One problem is the driver has one hand on the wheel, and the other on the CD player. Plus they're smoking a cigarette and drinking a massive coffee. And talking on their mobile phone, and to their children on the back seat.

And in this case, the driver is the electorate.

I'm a political anorak/nerd. But most peole aren't. And I know a lot of people who maybe watch the TV news once a week. Fortunately this means they miss quite a lot of the lies - and they're more taking a gernal impression of their politicians. But does mean if a lie sticks, it's bloody hard to shift.

On the other hand it also makes analysis hard. I can give you a thought out reason for most of my political views. It might be wrong, but it'll have some internal logic, and I'll be able to either come up with some facts or know how to Google them - to back it all up. But that's because I enjoy political debate. However that doesn't mean I came to all my political views by long conscious deliberate thought, it just means I can argue them as if I had. Sometimes, when I've come to do that, I've seen the flaws in my own opinions and gone off to think about them. I'm afraid that to my shame, I've never admitted that at the time...

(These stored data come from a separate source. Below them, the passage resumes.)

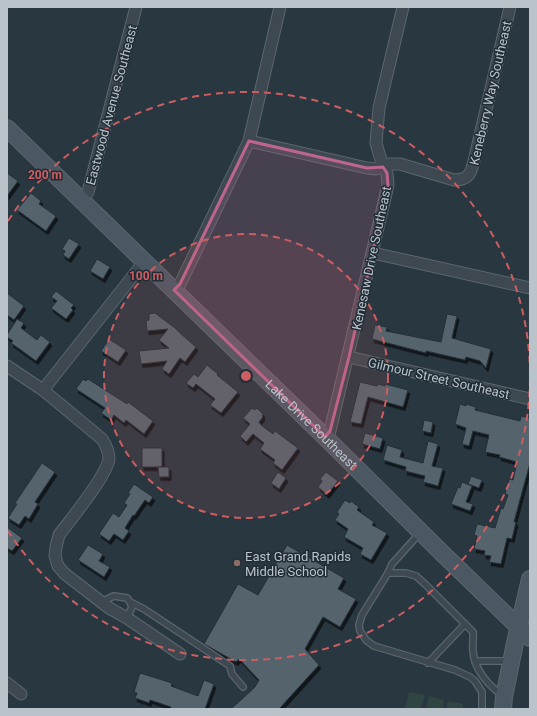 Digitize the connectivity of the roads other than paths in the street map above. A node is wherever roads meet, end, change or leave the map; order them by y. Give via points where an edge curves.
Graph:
1 (136, 7) edge
2 (280, 7) edge
3 (403, 7) edge
4 (510, 7) edge
5 (7, 128) edge
6 (249, 141) junction
7 (383, 167) junction
8 (81, 200) junction
9 (373, 253) junction
10 (144, 262) junction
11 (530, 288) edge
12 (174, 290) junction
13 (349, 357) junction
14 (7, 366) edge
15 (43, 390) junction
16 (530, 399) edge
17 (325, 437) junction
18 (421, 532) junction
19 (388, 573) junction
20 (530, 579) edge
21 (101, 602) junction
22 (130, 602) junction
23 (128, 618) junction
24 (465, 624) junction
25 (518, 627) junction
26 (530, 638) edge
27 (180, 654) dead end
28 (475, 661) junction
29 (511, 661) junction
30 (428, 663) junction
31 (7, 683) edge
32 (243, 687) dead end
33 (21, 694) dead end
34 (504, 703) edge
35 (482, 709) edge

1 - 8 street, Eastwood Avenue Southeast via 88,192
2 - 6 street
3 - 7 street, Kenesaw Drive Southeast via 379,108 376,143
4 - 7 street, Keneberry Way Southeast via 471,172 461,180 454,180 400,164 394,163
5 - 8 main road, Lake Drive Southeast
6 - 7 street via 367,168
6 - 12 street via 180,284
7 - 9 street, Kenesaw Drive Southeast via 388,185
8 - 10 main road, Lake Drive Southeast
9 - 11 street
9 - 13 street, Kenesaw Drive Southeast
10 - 12 main road, Lake Drive Southeast
10 - 15 street
12 - 17 main road, Lake Drive Southeast
13 - 16 street, Gilmour Street Southeast
13 - 17 street, Kenesaw Drive Southeast via 330,431
14 - 15 street
15 - 21 street via 107,446 109,458 105,472 60,535 56,547 58,566
17 - 18 main road, Lake Drive Southeast
18 - 19 lane via 392,564
18 - 25 main road, Lake Drive Southeast
19 - 24 lane via 416,576
19 - 30 lane via 362,615 359,626 362,636 374,646
20 - 25 main road
21 - 22 lane via 114,596 126,598
21 - 23 street
22 - 23 lane via 132,607
22 - 32 lane via 230,666 232,674
23 - 27 street
24 - 28 lane via 473,632
24 - 30 lane
25 - 26 main road, Lake Drive Southeast
25 - 29 main road
28 - 29 lane
28 - 34 lane via 478,669
29 - 34 main road
30 - 35 lane via 464,674 476,681 482,692
31 - 33 street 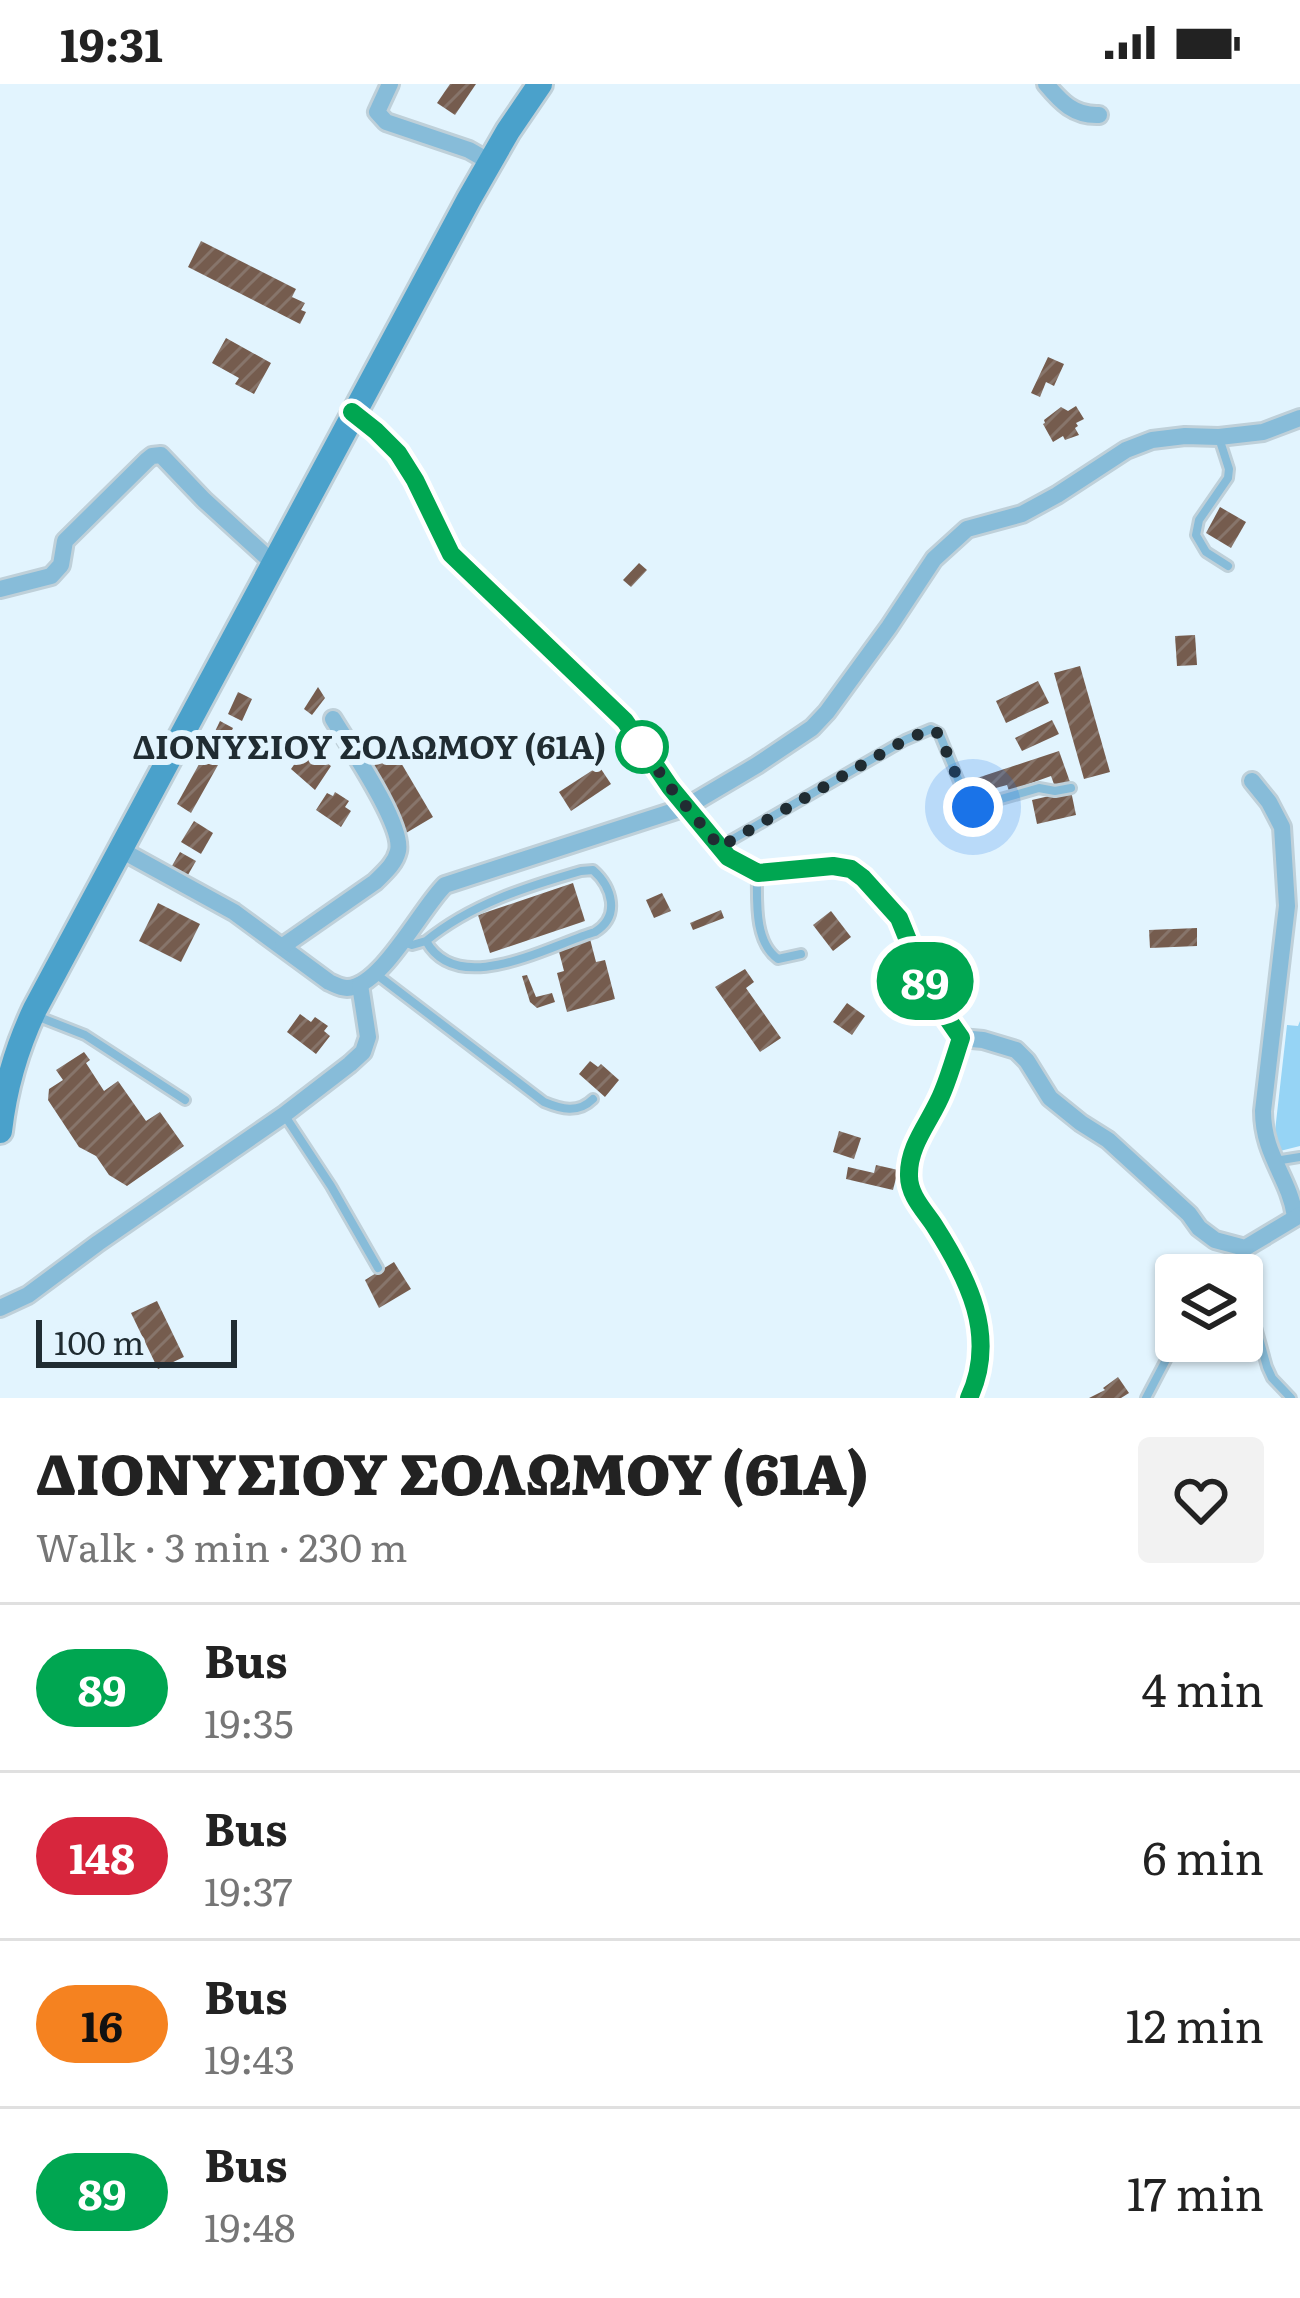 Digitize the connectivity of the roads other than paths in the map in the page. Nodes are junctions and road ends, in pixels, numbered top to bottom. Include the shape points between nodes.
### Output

But most voters don't talk about politics a lot - and so don't have the language at hand to say what they believe or why they believe it. So just borrow a slogan that fits. I don't think that's because they're stupid, I think it's because they're not part of the debate club. But it can easily make it look like people are falling for whatever the latest slogan is. If you probe a bit deeper with people, in a non argumentative way, about what they believe politically - they tend to sound a bit more sensible.

Although it was Churchill who said if you want to lose faith in democracy, just spend five minutes with the average voter.

I do think social media is a bad influence. But papers like the Guardian have fallen a long way from the levels of honesty and quality they were at even 15 years ago. And the whole political class have become lazy and self-indulgent - rather than trying to argue properly. Although the media haven't helped that, by promoting interveiwers like Paxman who won't let them even finish a sentence.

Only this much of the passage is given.